A better guide than Shackleton Bailey would be hard to imagine for all this, and the present volume displays his characteristic virtues, most notably a talent for pithy, well-focused notes and the extraordinary confidence with which he makes real English from Ciceronian Latin. His ability to be free (e.g. ‘a capacity more than human’ for divinae cuiusdam virtutis, p. 35; ‘politically of great importance’ for vehementer interfuit rei publicae, p. 97) without being loose is a gift and a wonder. Only rarely does the idiom seem a little hoary (e.g. ‘a young harum-scarum’ for adulescens nullius consili, p. 63). There are also some surprises. Persistent rendering of the cura ut valeas kind of formula, which rarely seems to mean more than ‘take care of yourself’, as a specific ‘see to your health’, as if Cicero were preparing, like Mr. Woodhouse, to press upon his brother the virtues of an egg softly boiled, sounded much too fussy, until sentences like ‘Reliquum est ut te orem ut valetudini tuae, si me et tuos omnis valere vis, diligentissime servias’ (p. 46) brought me up short. Strong disagreement with S.B. never seems to be advisable: the odds of being wrong are too great.

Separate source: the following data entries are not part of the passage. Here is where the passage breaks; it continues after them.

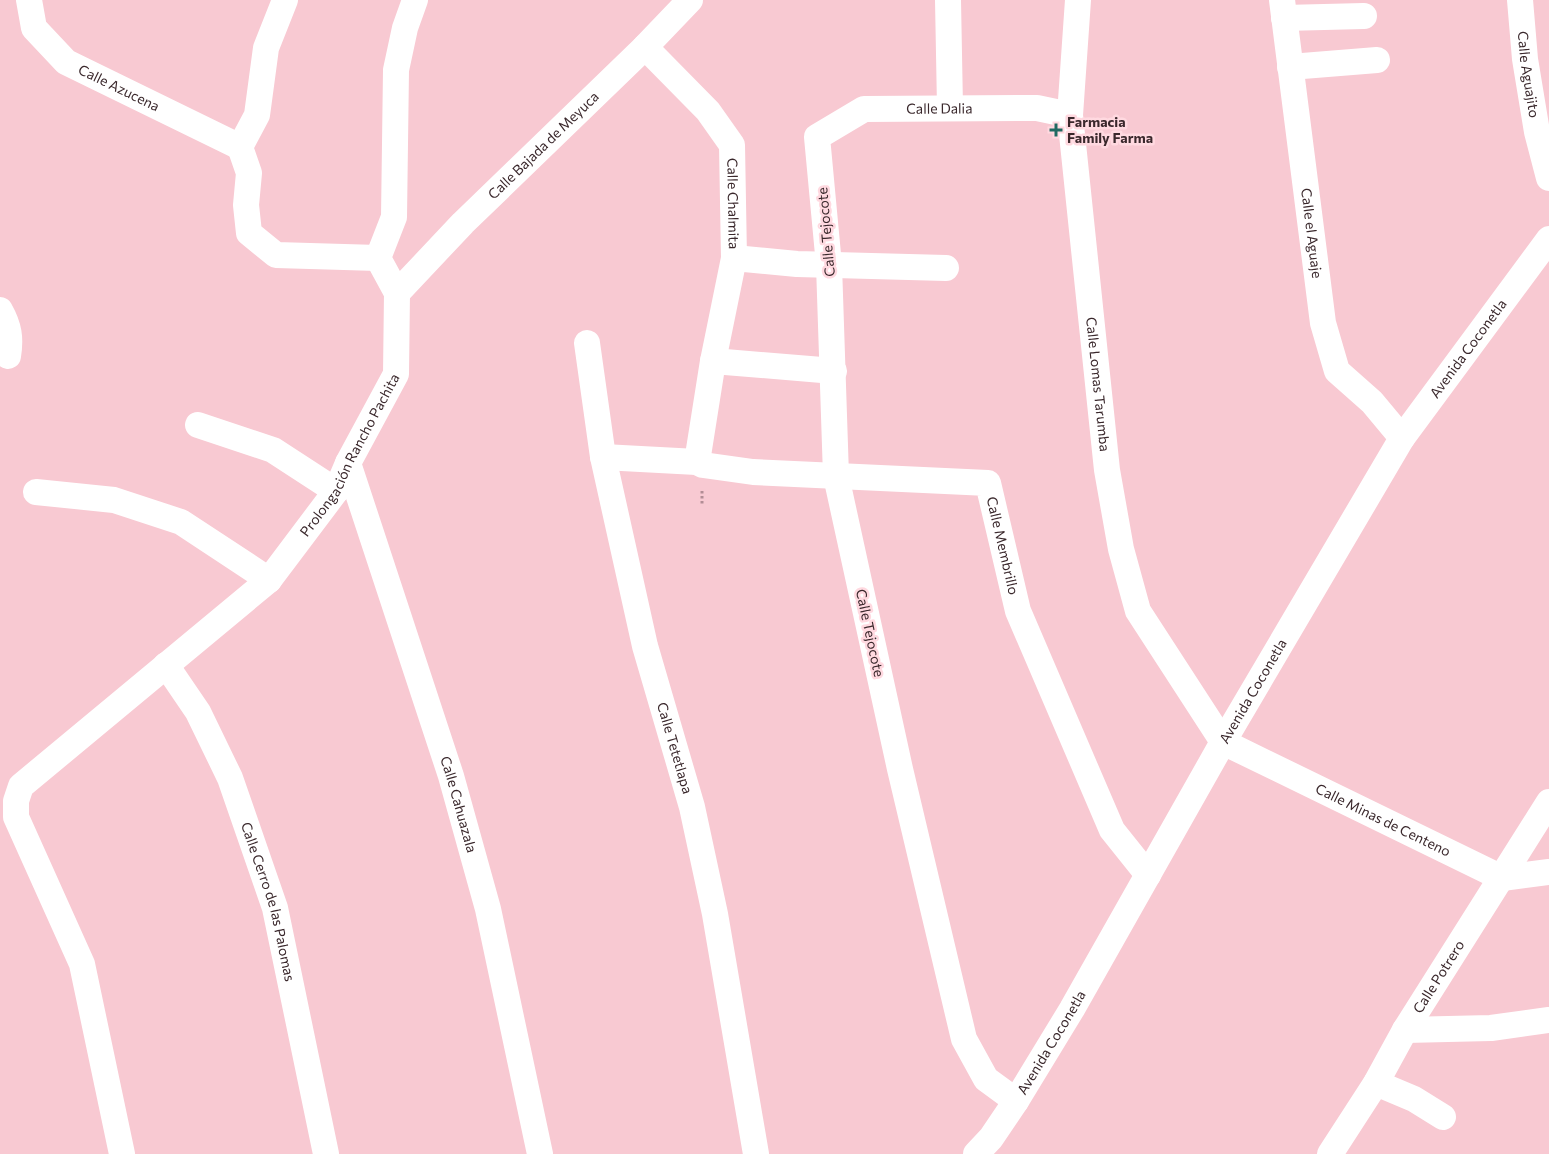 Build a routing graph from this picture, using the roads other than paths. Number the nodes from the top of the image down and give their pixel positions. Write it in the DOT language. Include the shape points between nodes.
graph roads {
  1 [pos="29,0"];
  2 [pos="285,0"];
  3 [pos="415,0"];
  4 [pos="690,0"];
  5 [pos="948,0"];
  6 [pos="1078,0"];
  7 [pos="1520,0"];
  8 [pos="1283,9"];
  9 [pos="1364,16"];
  10 [pos="645,47"];
  11 [pos="1377,60"];
  12 [pos="1290,67"];
  13 [pos="950,107"];
  14 [pos="1070,115"];
  15 [pos="817,137"];
  16 [pos="240,147"];
  17 [pos="1549,178"];
  18 [pos="1549,239"];
  19 [pos="378,258"];
  20 [pos="734,258"];
  21 [pos="829,265"];
  22 [pos="946,268"];
  23 [pos="1540,269"];
  24 [pos="397,293"];
  25 [pos="0,310"];
  26 [pos="587,343"];
  27 [pos="8,356"];
  28 [pos="712,361"];
  29 [pos="834,371"];
  30 [pos="198,425"];
  31 [pos="1402,438"];
  32 [pos="603,457"];
  33 [pos="697,462"];
  34 [pos="348,463"];
  35 [pos="836,476"];
  36 [pos="336,491"];
  37 [pos="36,492"];
  38 [pos="269,580"];
  39 [pos="166,665"];
  40 [pos="1223,742"];
  41 [pos="1549,802"];
  42 [pos="1549,872"];
  43 [pos="1148,874"];
  44 [pos="1502,878"];
  45 [pos="1549,1020"];
  46 [pos="1405,1030"];
  47 [pos="1376,1083"];
  48 [pos="1016,1101"];
  49 [pos="1443,1117"];
  50 [pos="122,1154"];
  51 [pos="326,1154"];
  52 [pos="540,1154"];
  53 [pos="756,1154"];
  54 [pos="976,1154"];
  55 [pos="1330,1154"];
  1 -- 16 [label="street, Calle Azucena" via="34,28 66,62"];
  2 -- 16 [label="street" via="266,48 257,115"];
  3 -- 19 [label="street" via="396,70 394,217"];
  4 -- 10 [label="street, Calle Bajada de Meyuca"];
  5 -- 13 [label="street"];
  6 -- 14 [label="street, Calle Lomas Tarumba"];
  7 -- 17 [label="street, Calle Aguajito" via="1525,59"];
  8 -- 9 [label="street"];
  8 -- 12 [label="street, Calle el Aguaje"];
  10 -- 20 [label="street, Calle Chalmita" via="708,111 732,145"];
  10 -- 24 [label="street, Calle Bajada de Meyuca" via="463,224"];
  11 -- 12 [label="street"];
  12 -- 31 [label="street, Calle el Aguaje" via="1323,323 1337,371 1372,402"];
  13 -- 14 [label="street, Calle Dalia" via="1037,108"];
  13 -- 15 [label="street, Calle Dalia" via="864,109"];
  14 -- 40 [label="street, Calle Lomas Tarumba" via="1107,470 1121,549 1138,611"];
  15 -- 21 [label="street, Calle Tejocote"];
  16 -- 19 [label="street" via="249,173 246,205 249,233 276,255"];
  18 -- 23 [label="street, Avenida Coconetla"];
  19 -- 24 [label="street, Prolongación Rancho Pachita"];
  20 -- 21 [label="street"];
  20 -- 28 [label="street, Calle Chalmita"];
  21 -- 22 [label="street"];
  21 -- 29 [label="street, Calle Tejocote"];
  23 -- 31 [label="street, Avenida Coconetla"];
  24 -- 34 [label="street, Prolongación Rancho Pachita" via="396,374"];
  25 -- 27 [label="street" via="11,340"];
  26 -- 32 [label="street, Calle Tetetlapa"];
  28 -- 29 [label="street"];
  28 -- 33 [label="street, Calle Chalmita"];
  29 -- 35 [label="street, Calle Tejocote"];
  30 -- 36 [label="street" via="272,450"];
  31 -- 40 [label="street, Avenida Coconetla"];
  32 -- 33 [label="street, Calle Membrillo"];
  32 -- 53 [label="street, Calle Tetetlapa" via="645,646 696,827 716,914"];
  33 -- 35 [label="street, Calle Membrillo" via="753,472"];
  34 -- 36 [label="street, Prolongación Rancho Pachita"];
  34 -- 52 [label="street, Calle Cahuazala" via="451,776 486,900"];
  35 -- 43 [label="street, Calle Membrillo" via="988,483 1018,611 1112,830"];
  35 -- 48 [label="street, Calle Tejocote" via="900,769 964,1039 986,1079"];
  36 -- 38 [label="street, Prolongación Rancho Pachita"];
  37 -- 38 [label="street" via="114,500 181,522"];
  38 -- 39 [label="street, Prolongación Rancho Pachita"];
  39 -- 50 [label="street, Prolongación Rancho Pachita" via="22,786 16,801 16,817 82,964"];
  39 -- 51 [label="street, Calle Cerro de las Palomas" via="198,712 230,778 275,908"];
  40 -- 43 [label="street, Avenida Coconetla"];
  40 -- 44 [label="street, Calle Minas de Centeno"];
  41 -- 44 [label="street, Calle Potrero"];
  42 -- 44 [label="street"];
  43 -- 48 [label="street, Avenida Coconetla"];
  44 -- 46 [label="street, Calle Potrero"];
  45 -- 46 [label="street" via="1491,1028"];
  46 -- 47 [label="street, Calle Potrero"];
  47 -- 49 [label="street" via="1414,1099"];
  47 -- 55 [label="street, Calle Potrero"];
  48 -- 54 [label="street, Avenida Coconetla"];
}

That said, he remains a scholar loyal to old opinions even when there are grounds for rethinking them. The two lines from Cicero’s poem on his consulship as quoted in the Invective Against Cicero, ‘ fortunatam natam me consule Romam’ and ‘cedant arma togae, concedat laurea linguae’ are, for example, almost certainly parodies of the original. Posterity knew and hated them—an echo may linger in the last, spurious letter of Brutus, ‘sustinuisse mihi gloriatur bellum Antoni togatus Cicero noster,’ 26.2—but it did not always get them right. Cicero, whose poem was in the third person, probably wrote te consule and almost certainly wrote laurea laudi, which at least puts a different spin on the poem’s infelicities. The cruelty of the parody, with the added cruelty that the parody survived for Quintilian to quote with a straight face, surely deserved a mention, as does the work of W. Allen, Jr. that first brought these possibilities to notice [ TAPA 87 (1956) 130-46].
Yet all of this is merely by way of saying that problems worth wrestling with remain to be found in this material. S.B. has not done everything that needs doing but he has done the really big thing, which is to make what remains so much easier for the rest of us to manage.